# long weekend(s) in FL, where to ride?



## Bob Ross (Apr 18, 2006)

This crappy snow-filled winter (plus the recent arrival of a pair of custom built bikes with S&S Couplers) has convinced us that we need to get out of New York and go do some riding where it's warm. Figured if we go somewhere in Florida we'd have the widest selection of potential flights. So...

Where's the good road cycling in Florida?

Any clubs that have cue sheets published on their websites, or similar resources for finding safe, challenging routes of various distances? Any clubs that welcome out-of-towners to their group rides? Any areas to avoid?

I suspect we'd be looking at one of the coasts, just so there's something to do for when we're off the bikes...but we do like to spend long days on the bikes, so if there's some podunk town with nothing to offer but a motel smack dab in the middle of the state's best riding, we'll consider that too. But hoping to avoid Orlando, 'cuz then we'd feel obligated to visit relatives. 

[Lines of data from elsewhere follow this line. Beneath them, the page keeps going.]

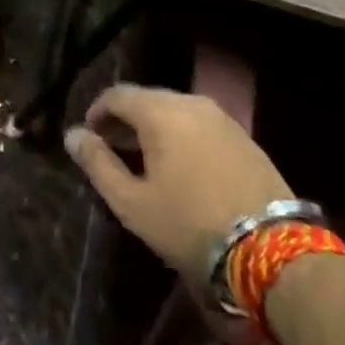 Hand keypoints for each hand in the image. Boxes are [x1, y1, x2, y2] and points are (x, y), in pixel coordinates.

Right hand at [65, 84, 291, 283]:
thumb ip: (98, 164)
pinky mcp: (244, 137)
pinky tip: (181, 166)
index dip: (97, 112)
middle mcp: (190, 102)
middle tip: (113, 150)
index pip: (117, 95)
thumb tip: (72, 135)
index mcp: (159, 111)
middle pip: (147, 99)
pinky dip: (181, 136)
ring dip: (154, 128)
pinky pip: (200, 125)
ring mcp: (221, 117)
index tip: (89, 138)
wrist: (272, 250)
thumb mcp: (133, 203)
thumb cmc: (190, 224)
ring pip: (175, 111)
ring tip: (145, 161)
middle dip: (125, 120) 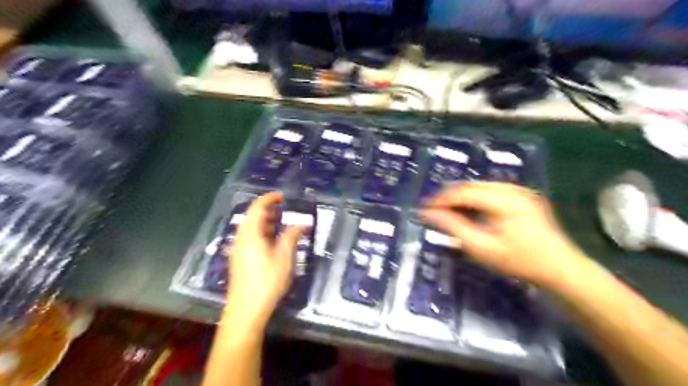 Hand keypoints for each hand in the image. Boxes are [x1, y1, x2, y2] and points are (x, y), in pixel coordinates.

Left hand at [228, 191, 300, 327]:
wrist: (246, 310)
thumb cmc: (267, 280)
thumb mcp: (284, 257)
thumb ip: (292, 236)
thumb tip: (302, 223)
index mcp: (250, 234)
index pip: (257, 208)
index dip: (269, 199)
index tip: (282, 196)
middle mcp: (241, 239)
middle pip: (252, 218)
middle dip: (268, 211)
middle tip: (285, 211)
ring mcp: (238, 250)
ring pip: (251, 229)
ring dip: (266, 223)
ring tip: (282, 224)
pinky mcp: (240, 260)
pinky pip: (250, 239)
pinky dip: (262, 234)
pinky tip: (274, 242)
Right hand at [420, 183, 591, 287]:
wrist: (562, 269)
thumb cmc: (520, 261)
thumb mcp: (482, 247)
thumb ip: (453, 227)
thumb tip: (427, 214)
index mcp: (504, 199)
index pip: (463, 192)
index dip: (440, 199)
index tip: (423, 209)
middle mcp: (512, 188)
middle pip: (471, 186)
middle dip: (449, 197)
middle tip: (432, 211)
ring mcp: (519, 190)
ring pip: (479, 188)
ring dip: (461, 198)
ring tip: (447, 212)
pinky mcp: (522, 196)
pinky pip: (490, 192)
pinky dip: (475, 200)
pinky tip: (469, 212)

Any suggestions would be greatly appreciated, thanks.


----------



## macedeno21 (Dec 30, 2009)

florida in general is the friendliest of bike areas, gainesville had some nice riding though, miami isn't exactly the most welcoming of places unless you already know people down here, I've heard that fort lauderdale isn't too bad though


----------



## NealH (May 2, 2004)

I think the central area of Florida is the best overall - though Florida has lots of good riding areas. The Florida Freewheeler website has many routes in and around Orlando, such as Clermont, Mt. Dora, etc. Low traffic, bike friendly and just great riding roads. Around Clermont, you are just about always in the midst of other cyclists. Its very popular. And flying into Orlando should be the least expensive airway.


----------



## atimido (Jun 17, 2009)

I ride with the St. Petersburg club occasionally, but I really like to go further North. The area between the Withlacoochee trail and Suncoast trail is some great riding. Gainesville, Iverness, and Clermont's surrounding areas are really nice, too.


----------



## Duke249 (Apr 4, 2002)

Living in Ocala, I'd recommend the Clermont/Mount Dora area first, followed by Gainesville. There's plenty of published routes on mapmyride, etc for each of these. 

For Clermont/Mt Dora area riding clubs, check out www.floridafreewheelers.com. You could also check out www.windermereroadies.com. More of a racing crowd if that's your thing. 

For the Gainesville club, goto www.gccfla.org.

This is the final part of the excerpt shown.